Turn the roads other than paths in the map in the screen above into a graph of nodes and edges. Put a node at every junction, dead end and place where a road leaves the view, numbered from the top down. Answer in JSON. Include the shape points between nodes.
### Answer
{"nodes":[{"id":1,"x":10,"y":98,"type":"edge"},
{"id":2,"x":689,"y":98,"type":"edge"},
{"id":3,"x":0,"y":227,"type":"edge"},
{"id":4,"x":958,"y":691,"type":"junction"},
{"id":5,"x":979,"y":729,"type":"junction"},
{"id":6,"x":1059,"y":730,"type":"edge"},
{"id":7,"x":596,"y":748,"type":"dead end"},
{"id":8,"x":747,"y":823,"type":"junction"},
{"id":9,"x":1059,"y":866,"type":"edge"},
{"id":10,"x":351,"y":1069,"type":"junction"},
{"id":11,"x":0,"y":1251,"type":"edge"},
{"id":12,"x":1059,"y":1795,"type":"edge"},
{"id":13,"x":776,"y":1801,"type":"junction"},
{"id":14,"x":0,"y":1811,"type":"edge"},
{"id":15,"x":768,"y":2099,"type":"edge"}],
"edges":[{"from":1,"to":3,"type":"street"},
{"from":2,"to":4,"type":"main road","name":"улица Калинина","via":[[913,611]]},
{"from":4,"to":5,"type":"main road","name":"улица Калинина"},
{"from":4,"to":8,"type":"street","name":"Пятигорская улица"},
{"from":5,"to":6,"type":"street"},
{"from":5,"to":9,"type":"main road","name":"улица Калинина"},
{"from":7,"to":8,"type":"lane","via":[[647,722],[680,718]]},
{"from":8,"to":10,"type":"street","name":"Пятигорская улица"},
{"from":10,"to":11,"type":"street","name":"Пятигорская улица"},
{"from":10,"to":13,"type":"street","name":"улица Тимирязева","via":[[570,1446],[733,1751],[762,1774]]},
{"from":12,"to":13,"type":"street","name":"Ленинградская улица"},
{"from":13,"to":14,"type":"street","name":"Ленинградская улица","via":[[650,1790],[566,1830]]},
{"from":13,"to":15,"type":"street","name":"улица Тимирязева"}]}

····················

**BRIEF:** In full and exactly, transcribe the material above.

**REPLY TO THE EXERCISE:**
Turn the roads other than paths in the map in the screen above into a graph of nodes and edges. Put a node at every junction, dead end and place where a road leaves the view, numbered from the top down. Answer in JSON. Include the shape points between nodes.
### Answer
{"nodes":[{"id":1,"x":10,"y":98,"type":"edge"},
{"id":2,"x":689,"y":98,"type":"edge"},
{"id":3,"x":0,"y":227,"type":"edge"},
{"id":4,"x":958,"y":691,"type":"junction"},
{"id":5,"x":979,"y":729,"type":"junction"},
{"id":6,"x":1059,"y":730,"type":"edge"},
{"id":7,"x":596,"y":748,"type":"dead end"},
{"id":8,"x":747,"y":823,"type":"junction"},
{"id":9,"x":1059,"y":866,"type":"edge"},
{"id":10,"x":351,"y":1069,"type":"junction"},
{"id":11,"x":0,"y":1251,"type":"edge"},
{"id":12,"x":1059,"y":1795,"type":"edge"},
{"id":13,"x":776,"y":1801,"type":"junction"},
{"id":14,"x":0,"y":1811,"type":"edge"},
{"id":15,"x":768,"y":2099,"type":"edge"}],
"edges":[{"from":1,"to":3,"type":"street"},
{"from":2,"to":4,"type":"main road","name":"улица Калинина","via":[[913,611]]},
{"from":4,"to":5,"type":"main road","name":"улица Калинина"},
{"from":4,"to":8,"type":"street","name":"Пятигорская улица"},
{"from":5,"to":6,"type":"street"},
{"from":5,"to":9,"type":"main road","name":"улица Калинина"},
{"from":7,"to":8,"type":"lane","via":[[647,722],[680,718]]},
{"from":8,"to":10,"type":"street","name":"Пятигорская улица"},
{"from":10,"to":11,"type":"street","name":"Пятигорская улица"},
{"from":10,"to":13,"type":"street","name":"улица Тимирязева","via":[[570,1446],[733,1751],[762,1774]]},
{"from":12,"to":13,"type":"street","name":"Ленинградская улица"},
{"from":13,"to":14,"type":"street","name":"Ленинградская улица","via":[[650,1790],[566,1830]]},
{"from":13,"to":15,"type":"street","name":"улица Тимирязева"}]}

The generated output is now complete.